Canine aging–everyone’s heard the idea that, for every one year of our lives, a dog ages seven years. Is that fact or simply a myth that’s been widely accepted?
While we don’t fully understand the canine aging process yet, the great news is that our pets are living longer lives. This is due to improved veterinary care, excellent nutrition, and the many ways we treat our pets to a better way of life. We do know that dogs go through three distinct life stages, so let’s explore!
From Newborn to Adolescent
Ah, the sweet puppy years. They definitely go too fast in some ways (but with all the accidents, they don’t go fast enough!). Your puppy is considered a puppy from the time they are born through about 9 months for small breeds and up to 12 months for larger dogs.
The early developmental stage is incredibly important in that they are growing both physically and behaviorally/emotionally. This time is critical for nutrition for growing bones, training, and socialization. Puppies need to learn how to be in the world. They need to learn good behavior, at home and in public. Positive training techniques allow them to understand commands, walk on a leash, and become a member of your “pack.”
Their health needs through the early years are important in protecting them against disease. You can expect a young puppy to need a few booster vaccines and a parasite prevention schedule that accounts for age and size.
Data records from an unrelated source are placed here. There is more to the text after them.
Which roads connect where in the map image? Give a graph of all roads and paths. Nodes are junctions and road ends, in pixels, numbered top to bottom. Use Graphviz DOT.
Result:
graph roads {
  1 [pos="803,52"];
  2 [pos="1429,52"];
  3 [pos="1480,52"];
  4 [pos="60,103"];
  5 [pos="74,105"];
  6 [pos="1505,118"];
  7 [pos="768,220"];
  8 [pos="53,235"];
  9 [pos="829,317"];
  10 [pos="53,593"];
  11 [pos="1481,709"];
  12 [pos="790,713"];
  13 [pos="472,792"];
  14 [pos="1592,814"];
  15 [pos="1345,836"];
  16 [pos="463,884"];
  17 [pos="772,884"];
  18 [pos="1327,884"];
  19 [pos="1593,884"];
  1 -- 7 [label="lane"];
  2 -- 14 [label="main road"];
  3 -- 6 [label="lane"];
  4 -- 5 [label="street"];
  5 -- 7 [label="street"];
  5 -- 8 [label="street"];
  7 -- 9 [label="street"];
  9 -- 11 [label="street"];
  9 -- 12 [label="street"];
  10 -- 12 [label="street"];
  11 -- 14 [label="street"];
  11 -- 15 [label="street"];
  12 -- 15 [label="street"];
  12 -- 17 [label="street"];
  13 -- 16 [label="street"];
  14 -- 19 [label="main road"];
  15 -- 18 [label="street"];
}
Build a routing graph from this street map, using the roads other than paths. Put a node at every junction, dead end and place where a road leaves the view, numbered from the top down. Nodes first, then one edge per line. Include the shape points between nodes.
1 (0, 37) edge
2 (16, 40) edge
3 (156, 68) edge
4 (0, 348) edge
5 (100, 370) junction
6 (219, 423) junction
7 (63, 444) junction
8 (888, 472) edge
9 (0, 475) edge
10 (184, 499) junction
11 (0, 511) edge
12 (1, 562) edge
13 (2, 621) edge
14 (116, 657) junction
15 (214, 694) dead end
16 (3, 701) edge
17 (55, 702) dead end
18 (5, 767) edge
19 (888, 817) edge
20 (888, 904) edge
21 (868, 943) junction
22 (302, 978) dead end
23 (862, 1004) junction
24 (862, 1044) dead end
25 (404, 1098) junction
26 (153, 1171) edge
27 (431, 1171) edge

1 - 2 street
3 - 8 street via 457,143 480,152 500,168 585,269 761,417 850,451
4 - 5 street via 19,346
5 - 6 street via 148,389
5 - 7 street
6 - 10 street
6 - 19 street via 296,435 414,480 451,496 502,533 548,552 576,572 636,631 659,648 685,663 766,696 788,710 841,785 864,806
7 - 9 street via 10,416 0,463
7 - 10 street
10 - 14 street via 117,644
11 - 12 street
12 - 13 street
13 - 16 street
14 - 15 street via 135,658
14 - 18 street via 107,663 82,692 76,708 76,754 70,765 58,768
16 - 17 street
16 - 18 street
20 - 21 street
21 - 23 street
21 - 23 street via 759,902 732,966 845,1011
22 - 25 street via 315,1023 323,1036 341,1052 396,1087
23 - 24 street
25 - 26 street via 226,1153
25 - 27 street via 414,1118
After the one-year mark, a dog ages 6-7 human years for every one year of their own, give or take. They will need to switch to regular adult food, often particular to size or other criteria. Adult dogs have completed their physical growth. They have developed behaviors and emotional needs based on their personalities and early development (which is why training and socialization are so important).
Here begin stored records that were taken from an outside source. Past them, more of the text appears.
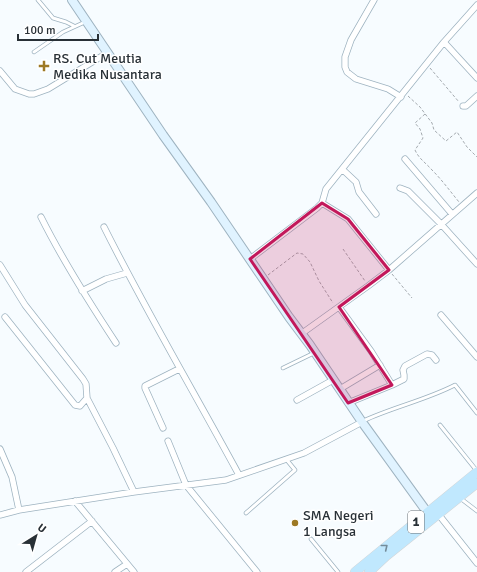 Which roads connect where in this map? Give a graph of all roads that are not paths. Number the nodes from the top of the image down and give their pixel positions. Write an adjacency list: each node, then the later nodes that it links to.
1 (38, 0): 6 (lane)
2 (72, 0): 5 (street)
3 (374, 0): 12 (street)
4 (477, 5): 7 (street)
5 (87, 21): 6 (lane); 9 (street)
6 (74, 26): 8 (lane)
7 (444, 42): 11 (street); 12 (street)
8 (34, 52)
9 (107, 53): 10 (street); 25 (street)
10 (0, 72)
11 (477, 78)
12 (403, 95): 16 (street)
13 (477, 96): 14 (street)
14 (463, 106)
15 (405, 159): 21 (street)
16 (342, 169): 19 (street); 20 (street)
17 (400, 188): 23 (street)
18 (477, 193): 21 (street)
19 (322, 203): 25 (street); 28 (street)
20 (376, 214)
21 (452, 214): 23 (street)
22 (41, 217): 30 (street)
23 (441, 224): 26 (street); 28 (street)
24 (104, 227): 29 (street)
25 (250, 259): 34 (street)
26 (477, 264)
27 (0, 265): 45 (street)
28 (389, 270): 31 (street)
29 (127, 273): 30 (street); 41 (street)
30 (82, 291): 35 (street)
31 (338, 308): 34 (street); 39 (street)
32 (441, 315): 37 (street)
33 (5, 317): 45 (street)
34 (301, 334): 36 (street)
35 (116, 343)
36 (315, 353): 40 (lane); 42 (street)
37 (477, 357)
38 (436, 360): 43 (street)
39 (380, 365): 43 (street); 44 (street)
40 (283, 368)
41 (179, 369): 51 (street); 56 (street)
42 (333, 380): 44 (street); 46 (street)
43 (392, 385): 47 (street)
44 (340, 389): 47 (street)
45 (86, 398): 59 (street)
46 (297, 400)
47 (348, 403): 49 (street)
48 (477, 413): 49 (lane)
49 (362, 422): 54 (street); 64 (street)
50 (440, 425): 55 (lane)
51 (163, 428)
52 (168, 441): 58 (street)
53 (0, 449): 62 (street)
54 (286, 459): 56 (street); 65 (lane)
55 (477, 471): 64 (main road, 1)
56 (239, 475): 58 (street)
57 (477, 483): 60 (main road, 1)
58 (186, 485): 59 (street); 75 (street)
59 (134, 492): 61 (street)
60 (460, 498): 63 (lane); 67 (main road, 1)
61 (75, 502): 62 (street); 68 (street)
62 (19, 510): 66 (street)
63 (477, 511)
64 (427, 512): 77 (main road, 1, one-way to 64)
65 (246, 513)
66 (0, 515)
67 (439, 515): 70 (street); 78 (main road, 1)
68 (92, 521): 71 (street); 72 (street)
69 (311, 539): 76 (lane)
70 (477, 562)
71 (127, 564): 73 (street); 74 (street)
72 (26, 572)
73 (115, 572)
74 (134, 572)
75 (257, 572)
76 (338, 572)
77 (355, 572)
78 (369, 572) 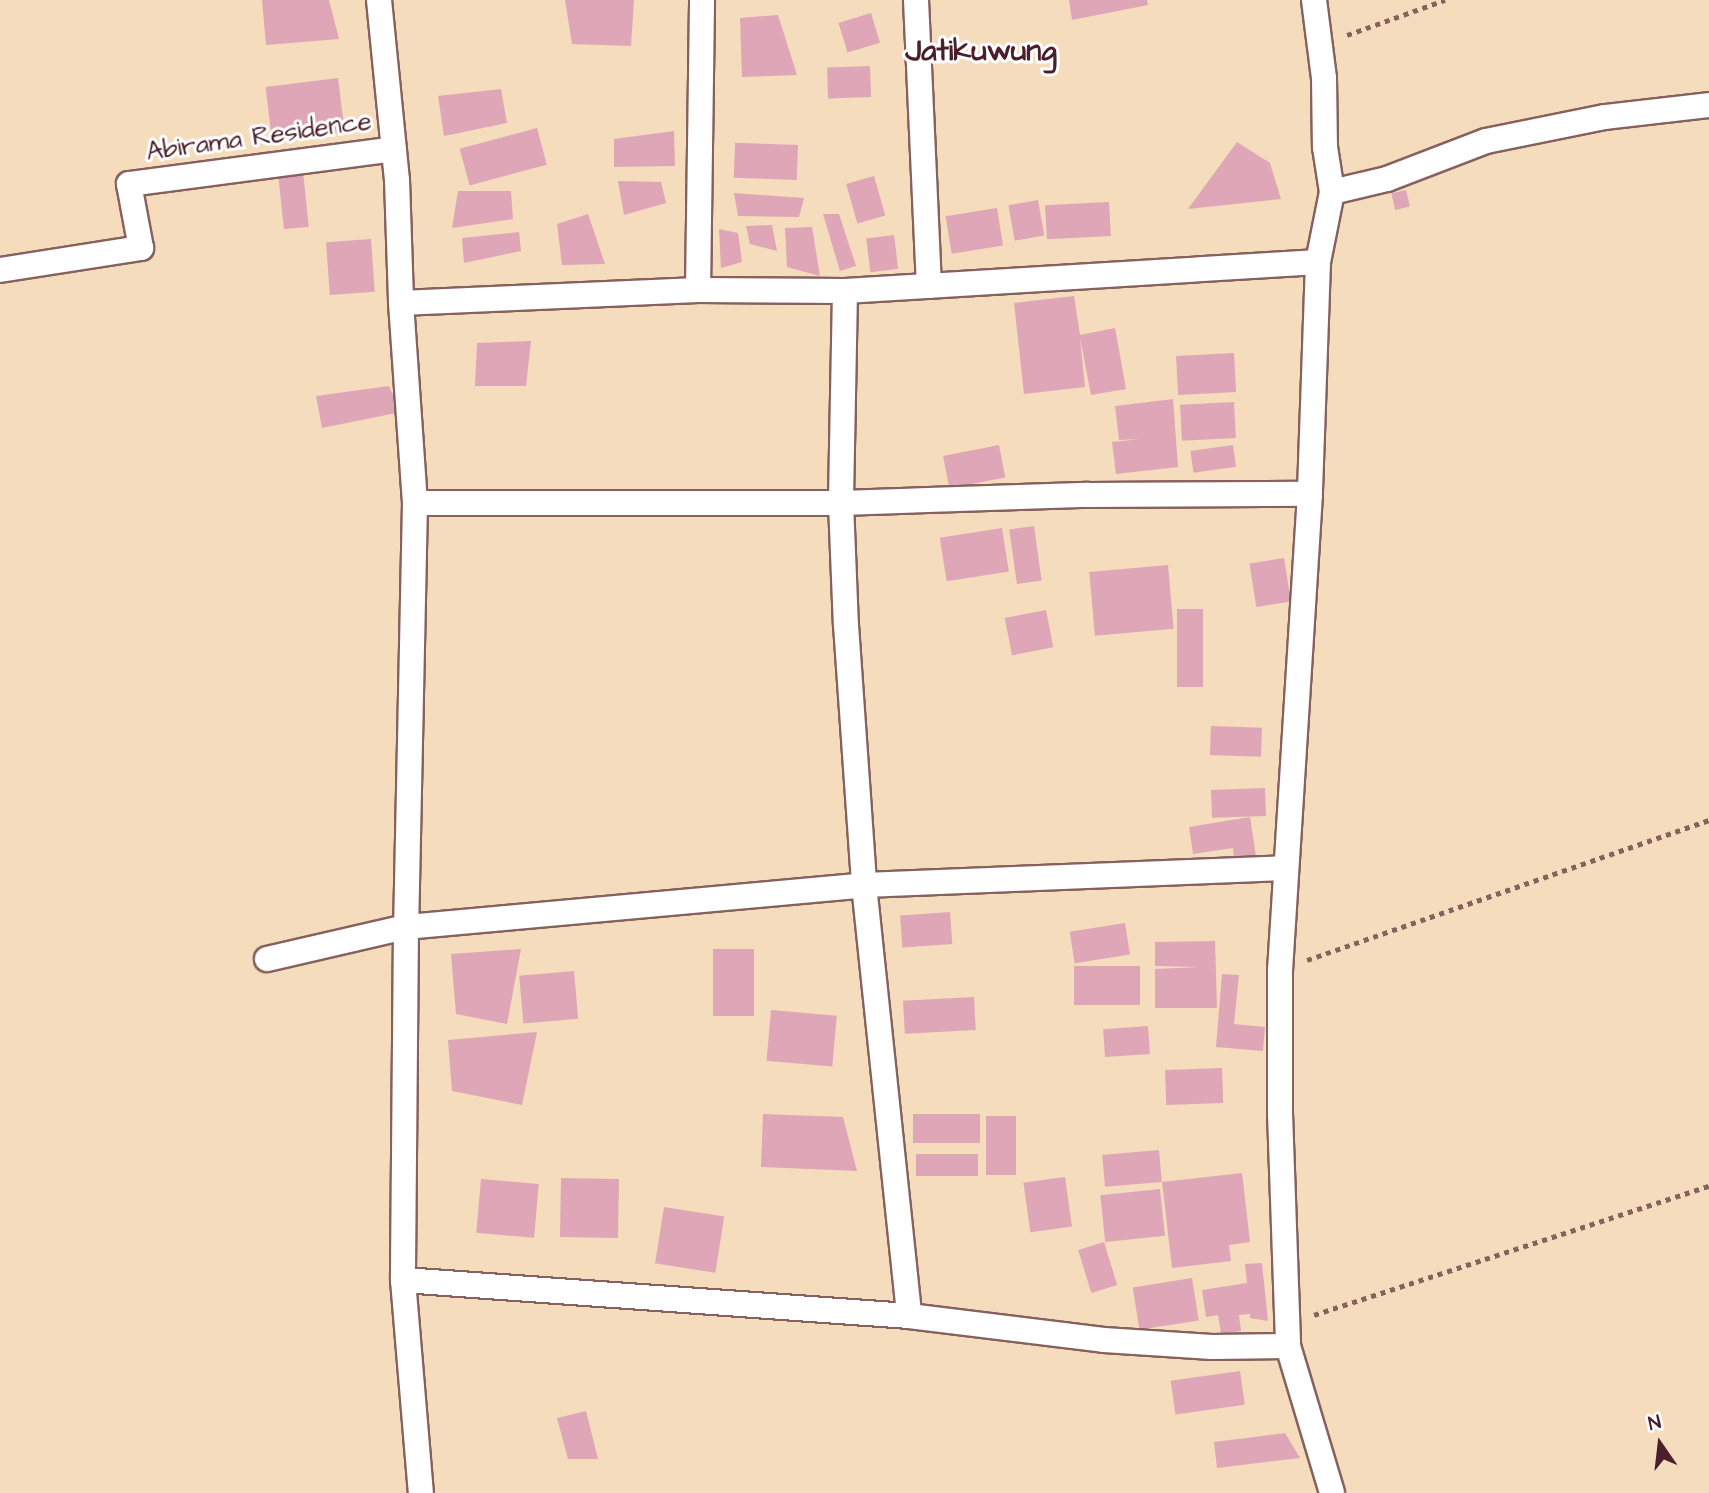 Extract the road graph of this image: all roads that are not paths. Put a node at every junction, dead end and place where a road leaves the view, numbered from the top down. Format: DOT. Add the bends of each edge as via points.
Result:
graph roads {
  1 [pos="379,0"];
  2 [pos="702,0"];
  3 [pos="916,0"];
  4 [pos="1314,0"];
  5 [pos="1709,105"];
  6 [pos="394,149"];
  7 [pos="1332,192"];
  8 [pos="1318,262"];
  9 [pos="0,270"];
  10 [pos="929,286"];
  11 [pos="698,290"];
  12 [pos="845,291"];
  13 [pos="401,303"];
  14 [pos="1310,494"];
  15 [pos="415,503"];
  16 [pos="841,503"];
  17 [pos="1286,868"];
  18 [pos="864,885"];
  19 [pos="406,927"];
  20 [pos="267,959"];
  21 [pos="403,1280"];
  22 [pos="909,1316"];
  23 [pos="1287,1335"];
  24 [pos="421,1493"];
  25 [pos="1332,1493"];
  1 -- 6 [label="street"];
  2 -- 11 [label="street"];
  3 -- 10 [label="street"];
  4 -- 7 [label="street"];
  5 -- 7 [label="street" via="1605,117 1486,141 1387,179"];
  6 -- 9 [label="street, Abirama Residence" via="129,184 141,248"];
  6 -- 13 [label="street"];
  7 -- 8 [label="street"];
  8 -- 10 [label="street"];
  8 -- 14 [label="street"];
  10 -- 12 [label="street"];
  11 -- 12 [label="street"];
  11 -- 13 [label="street"];
  12 -- 16 [label="street"];
  13 -- 15 [label="street"];
  14 -- 16 [label="street"];
  14 -- 17 [label="street"];
  15 -- 16 [label="street"];
  15 -- 19 [label="street"];
  16 -- 18 [label="street"];
  17 -- 18 [label="street"];
  17 -- 23 [label="street" via="1280,970 1280,1113"];
  18 -- 19 [label="street"];
  18 -- 22 [label="street"];
  19 -- 20 [label="street"];
  19 -- 21 [label="street"];
  21 -- 22 [label="street"];
  21 -- 24 [label="street"];
  22 -- 23 [label="street" via="1104,1340 1212,1346"];
  23 -- 25 [label="street"];
}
Most healthy adults will continue to need regular exercise – at least 20 minutes per day – in the form of walking, play, etc. All dogs need enrichment but energetic breeds will especially need to have both additional exercise and enrichment to keep them sharp, focused, and in good health.
Large breeds like Golden Retrievers and German Shepherds, do not live as long as smaller breeds like a Chihuahua. Their senior stage may start as early as age 6, while a terrier is still considered in the adult phase at that age. As a whole, the senior stage of a pet’s life naturally coincides with certain physical and behavioral changes. Their nutritional needs will change to meet the aging process and to better support deficits like decreased energy that are expected with age.
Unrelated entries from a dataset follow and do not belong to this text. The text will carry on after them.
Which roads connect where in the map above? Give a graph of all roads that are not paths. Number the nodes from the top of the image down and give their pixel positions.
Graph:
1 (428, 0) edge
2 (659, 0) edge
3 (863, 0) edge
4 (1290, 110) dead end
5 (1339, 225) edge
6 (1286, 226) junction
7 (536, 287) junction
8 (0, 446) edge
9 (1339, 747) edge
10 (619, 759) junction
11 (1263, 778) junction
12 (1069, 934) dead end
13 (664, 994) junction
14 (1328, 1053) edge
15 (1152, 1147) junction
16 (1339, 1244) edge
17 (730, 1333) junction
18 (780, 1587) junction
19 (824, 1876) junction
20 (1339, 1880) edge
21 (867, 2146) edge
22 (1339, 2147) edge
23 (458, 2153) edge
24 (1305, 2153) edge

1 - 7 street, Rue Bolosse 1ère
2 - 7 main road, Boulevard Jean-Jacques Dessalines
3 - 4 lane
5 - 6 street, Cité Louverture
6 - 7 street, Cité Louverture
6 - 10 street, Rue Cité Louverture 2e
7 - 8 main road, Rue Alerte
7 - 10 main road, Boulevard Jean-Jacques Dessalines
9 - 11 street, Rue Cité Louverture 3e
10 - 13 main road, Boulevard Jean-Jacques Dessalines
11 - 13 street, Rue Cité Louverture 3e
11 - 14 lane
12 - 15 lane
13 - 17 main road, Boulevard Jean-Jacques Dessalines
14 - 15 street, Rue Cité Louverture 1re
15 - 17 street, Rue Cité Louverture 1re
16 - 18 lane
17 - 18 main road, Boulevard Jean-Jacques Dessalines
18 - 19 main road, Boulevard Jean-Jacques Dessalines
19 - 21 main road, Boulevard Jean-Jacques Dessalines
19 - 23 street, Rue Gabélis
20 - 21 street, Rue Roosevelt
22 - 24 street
After the age of 10, most pets will be considered geriatric, with marked changes in physical health, mobility, and cognition. There may be decreased vision and hearing, along with other conditions that come with dog aging.
The Canine Life Stage Calculator
While there is no exact science behind how pets age, there are a few helpful guides online to a dog’s aging. Dogs, like many other mammals, must develop rapidly in the first year. In fact, it’s thought that the first year of your dog’s life is the equivalent of aging 15 years for a human. That explains why the first year is critical to the health of your dog. After the first year, things start to level off a bit, although your dog will age much faster than you. The second year of life is more equivalent to about 8 human years of aging, then about 4-6 years thereafter.
A ten-year-old dog would be approximately 56-66 human years, with the larger breeds being on the older side.
Canine Aging: Bringing It All Together
What does this all mean? Well, we wish our furry ones could live as long as we do, but the reality is that they age faster. The key to understanding their life changes is to focus on what their needs are with diet, exercise, veterinary care, behavioral enrichment, and so on. This gives you insight into providing the best care for your four-legged friend.